### What this task involves
Return each record shown below exactly, with none omitted.

[Stored data entries]
——

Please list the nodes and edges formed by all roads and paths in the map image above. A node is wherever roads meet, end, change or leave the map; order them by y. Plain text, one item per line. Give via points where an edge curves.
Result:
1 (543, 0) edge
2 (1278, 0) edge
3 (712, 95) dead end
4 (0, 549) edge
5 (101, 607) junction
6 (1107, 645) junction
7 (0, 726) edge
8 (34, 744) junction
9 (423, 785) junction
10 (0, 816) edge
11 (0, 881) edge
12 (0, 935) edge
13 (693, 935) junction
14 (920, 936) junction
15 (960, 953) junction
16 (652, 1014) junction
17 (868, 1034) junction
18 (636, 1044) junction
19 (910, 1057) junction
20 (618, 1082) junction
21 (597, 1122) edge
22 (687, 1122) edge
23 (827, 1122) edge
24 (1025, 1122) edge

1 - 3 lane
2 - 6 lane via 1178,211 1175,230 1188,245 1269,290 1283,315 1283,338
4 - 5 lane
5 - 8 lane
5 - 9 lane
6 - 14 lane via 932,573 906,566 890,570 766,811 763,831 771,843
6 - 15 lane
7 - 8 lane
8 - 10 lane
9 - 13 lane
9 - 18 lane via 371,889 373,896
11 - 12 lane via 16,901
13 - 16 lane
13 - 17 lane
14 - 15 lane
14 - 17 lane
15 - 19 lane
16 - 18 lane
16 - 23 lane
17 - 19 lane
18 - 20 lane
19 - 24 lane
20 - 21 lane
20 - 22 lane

——

### Answer for the task
Please list the nodes and edges formed by all roads and paths in the map image above. A node is wherever roads meet, end, change or leave the map; order them by y. Plain text, one item per line. Give via points where an edge curves.
Result:
1 (543, 0) edge
2 (1278, 0) edge
3 (712, 95) dead end
4 (0, 549) edge
5 (101, 607) junction
6 (1107, 645) junction
7 (0, 726) edge
8 (34, 744) junction
9 (423, 785) junction
10 (0, 816) edge
11 (0, 881) edge
12 (0, 935) edge
13 (693, 935) junction
14 (920, 936) junction
15 (960, 953) junction
16 (652, 1014) junction
17 (868, 1034) junction
18 (636, 1044) junction
19 (910, 1057) junction
20 (618, 1082) junction
21 (597, 1122) edge
22 (687, 1122) edge
23 (827, 1122) edge
24 (1025, 1122) edge

1 - 3 lane
2 - 6 lane via 1178,211 1175,230 1188,245 1269,290 1283,315 1283,338
4 - 5 lane
5 - 8 lane
5 - 9 lane
6 - 14 lane via 932,573 906,566 890,570 766,811 763,831 771,843
6 - 15 lane
7 - 8 lane
8 - 10 lane
9 - 13 lane
9 - 18 lane via 371,889 373,896
11 - 12 lane via 16,901
13 - 16 lane
13 - 17 lane
14 - 15 lane
14 - 17 lane
15 - 19 lane
16 - 18 lane
16 - 23 lane
17 - 19 lane
18 - 20 lane
19 - 24 lane
20 - 21 lane
20 - 22 lane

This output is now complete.